Diyabet riski Türkiye’de hızla yükseliyor
Dünya genelinde diyabetli birey sayısının 2025 itibarıyla yaklaşık 540 milyona ulaştığını söyleyen Doç. Dr. Akarsu, "Aslında her 10 bireyden biri diyabet teşhisi almıştır diyebiliriz. Türkiye'de ise yetişkin nüfusun yüzde 15'inden fazlası diyabetlidir. Maalesef bu oran Avrupa ortalamasının üzerindedir. Prediyabetli hasta oranı yüzde 30'un üzerindedir. Yani toplumumuz diyabet gelişimi açısından yüksek risk altındadır" ifadelerini kullandı.
Bulanık görme, çok susama: İlk sinyaller
Diyabetin erken belirtilerini de sıralayan Akarsu, "Çok susama, sık idrara çıkma, ağız kuruluğu, elde ve ayaklarda uyuşma, yanma ve karıncalanma, yorgunluk, hastada ani kilo değişiklikleri ve bulanık görmedir. Bir kişi bu saydığımız belirtileri yaşıyorsa mutlaka doktora başvurmalıdır." dedi.
Tanıda kullanılan testlere de değinen Akarsu, açlık kan şekeri, tokluk kan şekeri ve halk arasında “3 aylık kan şekeri” olarak bilinen HbA1c testlerinin önemine dikkat çekerek, "Tam kan sayımı, biyokimya ve tam idrar tahlili tanı için yardımcı tetkiklerimiz arasında" diye konuştu.
Kimler daha fazla risk altında?
Diyabet gelişiminde en önemli faktörlerden birinin yaşam tarzı olduğunu belirten Doç. Dr. Akarsu, özellikle birinci derece yakınlarında diyabet bulunanlar, obezitesi olanlar, yüksek kalorili beslenenler ve hareketsiz bireylerin daha yüksek risk taşıdığını vurguladı.
"Yaşam tarzı bu genetik yatkınlığın diyabete dönüp dönmeyeceğini belirleyen en kritik etkendir. Çoğu olguda genetik risk, sağlıklı olmayan yaşam tarzıyla birleştiğinde diyabet gelişme olasılığı katlanarak artar. Genetik yatkınlığı olan bireylerde bile sağlıklı yaşam tarzı, hastada diyabet gelişimini önleyebilir veya diyabete gidişi geciktirebilir. Bazı durumlarda çevresel faktörler de gen ekspresyonunu değiştirerek, diyabet riskini artırabilir" diye ekledi.
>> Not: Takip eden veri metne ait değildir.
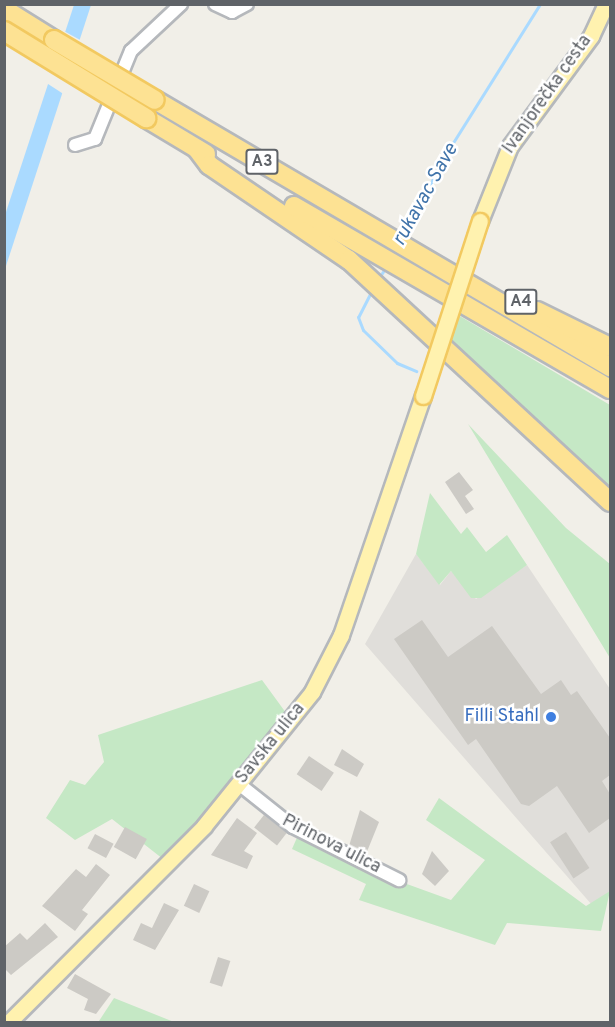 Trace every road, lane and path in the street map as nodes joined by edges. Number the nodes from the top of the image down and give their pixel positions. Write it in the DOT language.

Her 4-5 hastadan biri diyabet olduğunu bilmiyor
Diyabet farkındalığının düşük olduğuna dikkat çeken Akarsu, "Toplum olarak egzersiz yönünden iyi durumda değiliz. Daha hareketli olmalıyız. Yüksek kalorili gıda tüketimini azaltmalı, daha çok Akdeniz diyeti ve DASH diyeti gibi diyetleri özümsemeliyiz. Gıdalarda karbonhidrat, yağ ve aşırı proteini azaltarak, sebze ve lifli gıdaların tüketimini arttırmalıyız. Beslenme ve fiziksel aktivite insülin direncini azaltarak, diyabete gidişi önlüyor. Beslenmeye dikkat eden ve fiziksel aktivitesi iyi durumda olan diyabet hastalarının kan şekeri regülasyonu yani ayarı çok daha kolay olmaktadır." sözleriyle uyarıda bulundu.